__What you will do__
Within the records that follow, find every line containing the string "西毛広域幹線道路". Copy those lines.

Entries taken from a collection:

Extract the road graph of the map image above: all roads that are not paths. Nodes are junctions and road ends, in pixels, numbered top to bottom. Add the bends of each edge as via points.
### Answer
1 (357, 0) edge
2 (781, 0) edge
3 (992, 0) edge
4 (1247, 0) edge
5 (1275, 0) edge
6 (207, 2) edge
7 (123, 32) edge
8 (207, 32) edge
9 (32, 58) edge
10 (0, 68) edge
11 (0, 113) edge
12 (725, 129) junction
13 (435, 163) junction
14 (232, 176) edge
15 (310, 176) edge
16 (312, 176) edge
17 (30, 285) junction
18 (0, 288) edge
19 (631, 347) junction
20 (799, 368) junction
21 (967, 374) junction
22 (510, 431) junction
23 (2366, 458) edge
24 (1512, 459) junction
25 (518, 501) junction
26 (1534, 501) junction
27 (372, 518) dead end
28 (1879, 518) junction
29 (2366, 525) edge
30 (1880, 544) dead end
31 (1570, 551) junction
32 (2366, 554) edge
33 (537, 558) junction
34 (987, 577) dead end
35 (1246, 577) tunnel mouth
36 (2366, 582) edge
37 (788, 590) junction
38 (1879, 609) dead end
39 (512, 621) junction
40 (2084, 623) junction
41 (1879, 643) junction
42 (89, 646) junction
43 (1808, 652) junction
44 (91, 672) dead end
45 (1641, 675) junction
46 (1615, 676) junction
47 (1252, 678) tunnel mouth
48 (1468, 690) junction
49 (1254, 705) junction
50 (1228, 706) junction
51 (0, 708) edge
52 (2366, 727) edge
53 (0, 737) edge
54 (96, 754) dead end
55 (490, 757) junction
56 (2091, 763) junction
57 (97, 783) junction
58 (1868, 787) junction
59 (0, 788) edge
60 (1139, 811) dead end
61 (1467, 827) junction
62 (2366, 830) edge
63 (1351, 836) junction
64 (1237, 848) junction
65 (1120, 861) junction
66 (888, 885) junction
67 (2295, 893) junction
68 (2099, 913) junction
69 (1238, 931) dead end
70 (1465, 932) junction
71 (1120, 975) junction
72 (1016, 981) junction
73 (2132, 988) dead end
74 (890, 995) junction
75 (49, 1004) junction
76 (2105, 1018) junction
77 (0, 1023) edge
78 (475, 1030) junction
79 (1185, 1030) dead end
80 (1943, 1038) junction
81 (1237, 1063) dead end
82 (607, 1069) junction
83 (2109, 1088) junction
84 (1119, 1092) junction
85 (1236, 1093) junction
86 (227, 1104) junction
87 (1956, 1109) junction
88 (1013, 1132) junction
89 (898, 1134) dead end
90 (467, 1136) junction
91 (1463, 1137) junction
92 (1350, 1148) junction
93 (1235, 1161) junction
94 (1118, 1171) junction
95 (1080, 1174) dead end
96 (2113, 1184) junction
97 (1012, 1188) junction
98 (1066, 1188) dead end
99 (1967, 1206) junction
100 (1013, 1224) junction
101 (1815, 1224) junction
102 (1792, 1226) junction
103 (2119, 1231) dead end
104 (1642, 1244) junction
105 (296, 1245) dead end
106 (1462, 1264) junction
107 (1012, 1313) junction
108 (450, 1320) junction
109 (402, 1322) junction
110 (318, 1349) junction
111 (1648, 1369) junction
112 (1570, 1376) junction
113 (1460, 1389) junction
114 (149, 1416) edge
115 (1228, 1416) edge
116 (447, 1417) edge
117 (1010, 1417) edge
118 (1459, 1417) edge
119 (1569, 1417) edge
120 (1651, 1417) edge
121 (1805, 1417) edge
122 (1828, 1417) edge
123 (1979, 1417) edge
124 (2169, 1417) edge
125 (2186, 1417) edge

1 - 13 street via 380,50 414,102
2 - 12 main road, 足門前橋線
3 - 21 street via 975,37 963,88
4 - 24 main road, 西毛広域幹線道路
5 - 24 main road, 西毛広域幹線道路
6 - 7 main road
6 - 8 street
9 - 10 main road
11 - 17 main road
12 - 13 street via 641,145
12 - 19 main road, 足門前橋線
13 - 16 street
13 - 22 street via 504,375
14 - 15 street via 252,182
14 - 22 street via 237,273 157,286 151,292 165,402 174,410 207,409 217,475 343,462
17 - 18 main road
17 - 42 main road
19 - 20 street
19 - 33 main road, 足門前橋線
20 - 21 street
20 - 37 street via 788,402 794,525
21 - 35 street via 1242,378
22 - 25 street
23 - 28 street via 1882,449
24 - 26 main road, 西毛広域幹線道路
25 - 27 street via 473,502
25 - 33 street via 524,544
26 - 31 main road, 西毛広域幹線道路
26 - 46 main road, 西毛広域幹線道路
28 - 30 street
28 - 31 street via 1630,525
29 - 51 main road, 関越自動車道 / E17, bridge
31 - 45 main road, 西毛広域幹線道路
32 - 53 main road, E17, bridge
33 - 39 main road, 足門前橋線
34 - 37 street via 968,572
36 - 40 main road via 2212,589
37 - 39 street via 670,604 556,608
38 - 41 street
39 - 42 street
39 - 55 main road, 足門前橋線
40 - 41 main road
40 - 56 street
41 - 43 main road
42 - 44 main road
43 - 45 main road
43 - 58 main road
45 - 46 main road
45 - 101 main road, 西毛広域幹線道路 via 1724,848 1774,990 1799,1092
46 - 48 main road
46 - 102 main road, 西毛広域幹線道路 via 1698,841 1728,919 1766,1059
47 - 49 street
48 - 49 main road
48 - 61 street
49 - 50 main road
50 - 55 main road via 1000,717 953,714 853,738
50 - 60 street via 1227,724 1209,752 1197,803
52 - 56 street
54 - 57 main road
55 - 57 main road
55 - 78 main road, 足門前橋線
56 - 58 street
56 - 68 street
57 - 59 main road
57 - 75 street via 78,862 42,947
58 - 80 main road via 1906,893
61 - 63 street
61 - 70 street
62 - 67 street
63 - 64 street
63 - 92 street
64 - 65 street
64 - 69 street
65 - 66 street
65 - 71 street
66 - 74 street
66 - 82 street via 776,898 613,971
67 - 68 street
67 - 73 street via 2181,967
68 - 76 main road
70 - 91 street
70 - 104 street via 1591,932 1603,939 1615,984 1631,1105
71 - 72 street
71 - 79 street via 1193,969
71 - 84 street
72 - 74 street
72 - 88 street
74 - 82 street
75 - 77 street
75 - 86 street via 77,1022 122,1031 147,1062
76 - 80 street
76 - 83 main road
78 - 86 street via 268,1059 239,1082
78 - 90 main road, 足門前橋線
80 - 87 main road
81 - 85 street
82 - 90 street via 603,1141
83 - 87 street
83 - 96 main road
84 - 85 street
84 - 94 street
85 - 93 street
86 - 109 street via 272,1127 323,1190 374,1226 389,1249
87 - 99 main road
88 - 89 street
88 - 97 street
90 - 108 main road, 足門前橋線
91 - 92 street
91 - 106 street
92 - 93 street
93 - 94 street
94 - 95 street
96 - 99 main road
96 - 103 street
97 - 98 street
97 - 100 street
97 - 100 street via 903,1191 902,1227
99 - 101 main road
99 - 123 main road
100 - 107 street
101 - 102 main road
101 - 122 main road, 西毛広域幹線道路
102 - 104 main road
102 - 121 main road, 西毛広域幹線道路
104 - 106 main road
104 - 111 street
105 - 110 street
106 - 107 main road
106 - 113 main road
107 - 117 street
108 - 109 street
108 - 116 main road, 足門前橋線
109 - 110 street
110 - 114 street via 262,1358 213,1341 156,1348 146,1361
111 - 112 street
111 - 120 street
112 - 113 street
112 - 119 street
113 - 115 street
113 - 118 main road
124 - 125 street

__Task output__
4 - 24 main road, 西毛広域幹線道路
5 - 24 main road, 西毛広域幹線道路
24 - 26 main road, 西毛広域幹線道路
26 - 31 main road, 西毛広域幹線道路
26 - 46 main road, 西毛広域幹線道路
31 - 45 main road, 西毛広域幹線道路
45 - 101 main road, 西毛広域幹線道路 via 1724,848 1774,990 1799,1092
46 - 102 main road, 西毛広域幹線道路 via 1698,841 1728,919 1766,1059
101 - 122 main road, 西毛広域幹線道路
102 - 121 main road, 西毛広域幹線道路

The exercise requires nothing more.